# Math Help - Convexity of a Set

1. ## Convexity of a Set

Hello,

I have the following Problem:
A={(x,y) element of R2}: [e^(3-x^2-(y-2)^2)<=1)]
Is A convex? Is it open? Is it bounded?

I dont know how to draw this set, the only thing I know that the definition of a convex set is that it is possible to join every element of the set with another element within the set with a straight line, without leaving the set.

I know that this set is not open, because it does not include all of its boundary points (because its domain has the sign <=)
I dont know if the set is bounded, I only know that the definition of bounded is, that the set could be inside of a giant circle.

Sorry for my bad English. I hope someone can give me a good explaination about how to solve problems like this.

2. ## Re: Convexity of a Set

Since $e^x$ is monotone and $e^0=1$, we have $e^{3-x^2-(y-2)^2}\le1$ iff $3-x^2-(y-2)^2\le0$, i.e., $x^2+(y-2)^2\ge3$. Does this help?

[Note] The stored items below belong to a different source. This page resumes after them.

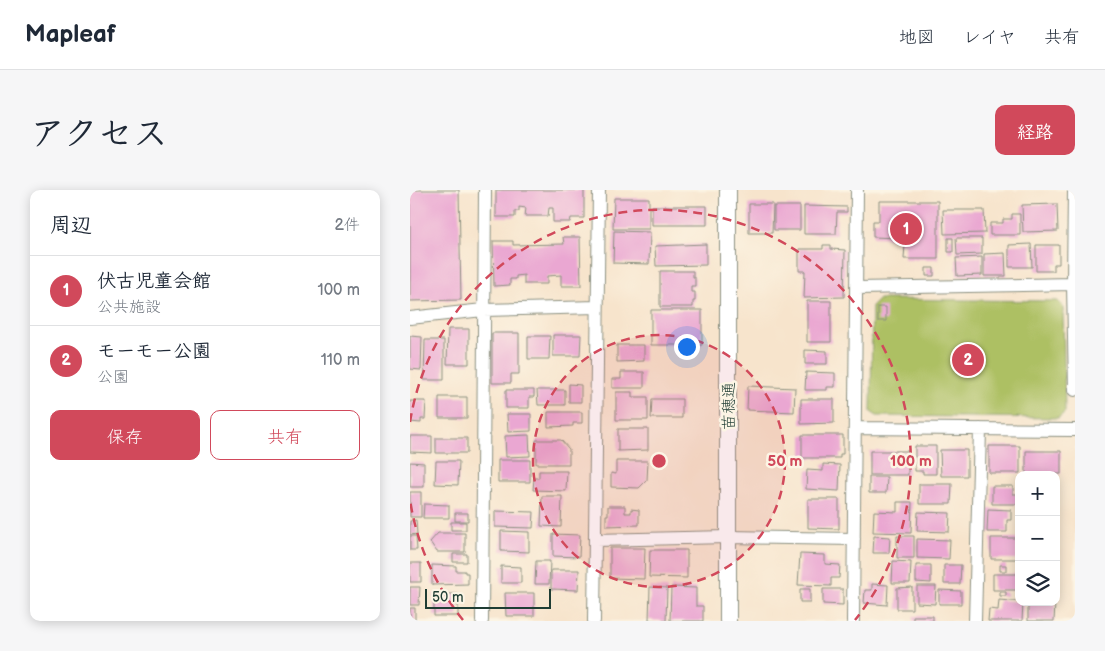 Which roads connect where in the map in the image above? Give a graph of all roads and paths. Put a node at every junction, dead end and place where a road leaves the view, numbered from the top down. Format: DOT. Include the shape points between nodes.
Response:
graph roads {
  1 [pos="485,190"];
  2 [pos="599,190"];
  3 [pos="728,190"];
  4 [pos="857,190"];
  5 [pos="1074,190"];
  6 [pos="1073,284"];
  7 [pos="857,288"];
  8 [pos="598,307"];
  9 [pos="484,310"];
  10 [pos="410,318"];
  11 [pos="1075,390"];
  12 [pos="856,428"];
  13 [pos="980,429"];
  14 [pos="1075,430"];
  15 [pos="728,537"];
  16 [pos="854,539"];
  17 [pos="595,540"];
  18 [pos="482,621"];
  19 [pos="594,621"];
  20 [pos="728,621"];
  21 [pos="853,621"];
  22 [pos="974,621"];
  1 -- 9 [label="street"];
  2 -- 8 [label="street"];
  3 -- 15 [label="street, 苗穂通"];
  4 -- 7 [label="street"];
  5 -- 6 [label="street"];
  6 -- 7 [label="street"];
  6 -- 11 [label="street"];
  7 -- 12 [label="street"];
  8 -- 9 [label="street"];
  8 -- 17 [label="street"];
  9 -- 10 [label="street"];
  9 -- 18 [label="street"];
  12 -- 13 [label="street"];
  12 -- 16 [label="street"];
  13 -- 14 [label="street"];
  13 -- 22 [label="street"];
  15 -- 16 [label="street"];
  15 -- 17 [label="street"];
  15 -- 20 [label="street, 苗穂通"];
  16 -- 21 [label="street"];
  17 -- 19 [label="street"];
} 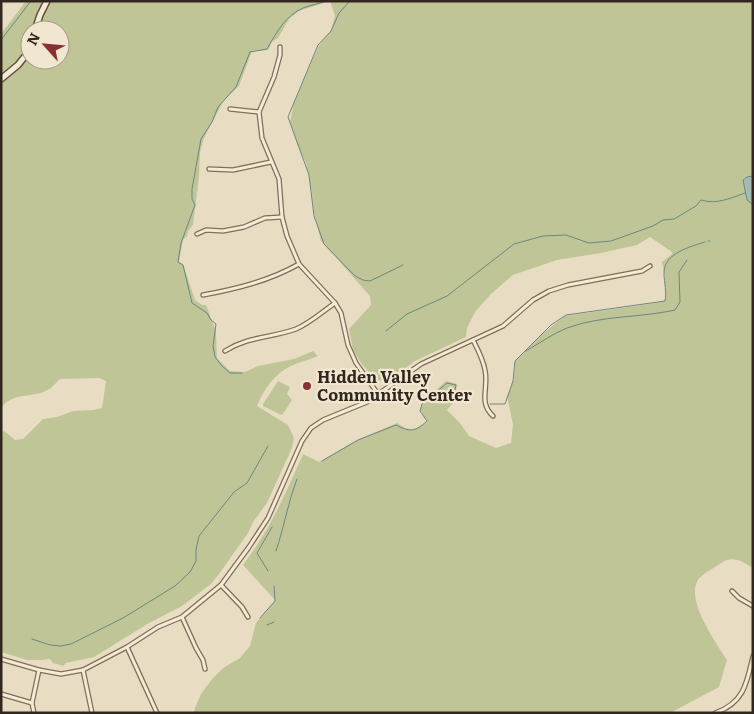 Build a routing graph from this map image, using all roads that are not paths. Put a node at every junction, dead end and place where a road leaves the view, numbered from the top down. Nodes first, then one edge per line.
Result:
1 (47, 1) edge
2 (38, 20) edge
3 (280, 48) dead end
4 (20, 62) edge
5 (1, 79) edge
6 (230, 109) dead end
7 (259, 112) junction
8 (271, 162) junction
9 (209, 169) dead end
10 (282, 217) junction
11 (197, 234) dead end
12 (299, 264) junction
13 (650, 266) dead end
14 (203, 296) dead end
15 (335, 303) junction
16 (473, 340) junction
17 (225, 351) dead end
18 (378, 394) junction
19 (494, 416) dead end
20 (221, 585) junction
21 (732, 591) dead end
22 (753, 606) edge
23 (182, 617) junction
24 (248, 617) dead end
25 (127, 647) junction
26 (753, 656) edge
27 (1, 658) edge
28 (205, 669) dead end
29 (39, 670) junction
30 (83, 670) junction
31 (1, 694) edge
32 (32, 703) junction
33 (34, 713) edge
34 (92, 713) edge
35 (157, 713) edge
36 (715, 713) edge

1 - 2 street
3 - 7 street
4 - 5 street
6 - 7 street
7 - 8 street
8 - 9 street
8 - 10 street
10 - 11 street
10 - 12 street
12 - 14 street
12 - 15 street
13 - 16 street
15 - 17 street
15 - 18 street
16 - 18 street
16 - 19 street
18 - 20 street
20 - 23 street
20 - 24 street
21 - 22 street
23 - 25 street
23 - 28 street
25 - 30 street
25 - 35 street
26 - 36 street
27 - 29 street
29 - 30 street
29 - 32 street
30 - 34 street
31 - 32 street
32 - 33 street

3. ## Re: Convexity of a Set

Could you explain it to me more in detail please?

4. ## Re: Convexity of a Set

It would help if you point out exactly what you don't understand. The function $e^x$ is increasing. We have $e^x < 1$ for x < 0, $e^0 = 1$ and $e^x > 1$ for x > 0. Therefore, $e^{3-x^2-(y-2)^2}\le1$ is equivalent to $3-x^2-(y-2)^2\le0$, i.e., $x^2+(y-2)^2\ge3$. Now, the locus of $x^2+(y-2)^2=3$ is a circle with center (0, 2) and radius $\sqrt{3}$. Obviously, $x^2+(y-2)^2\ge3$ consists of points that are farther from (0, 2) then $\sqrt{3}$.

5. ## Re: Convexity of a Set

Thank you for the explaination!

6. ## Re: Convexity of a Set

I gave this example another thought.

Could I solve it in another way too? For example:
A={(x,y) element of R2}: [e(3-x^2-(y-2)^2)<=1)]

Than I have ex is <=1 for x <=0

Next I test the function 3-x^2-(y-2)^2<=0 for convexity, so I calculate the Hessian which is:
Hf=-4
The Hessian is negative so it`s convex.

ex is convex but it's domain is concave, so the set is concave.

Is this definition true?

7. ## Re: Convexity of a Set

Originally Posted by infernalmich
Next I test the function 3-x^2-(y-2)^2<=0 for convexity
This is not a function, this is an inequality. Which function do you mean?

Originally Posted by infernalmich
so I calculate the Hessian which is:
Hf=-4
Can you explain how you did this?

Originally Posted by infernalmich
ex is convex but it's domain is concave
The domain of ex is the set of real numbers, which is convex. I am not even sure what a concave set is. What theorem did you use here?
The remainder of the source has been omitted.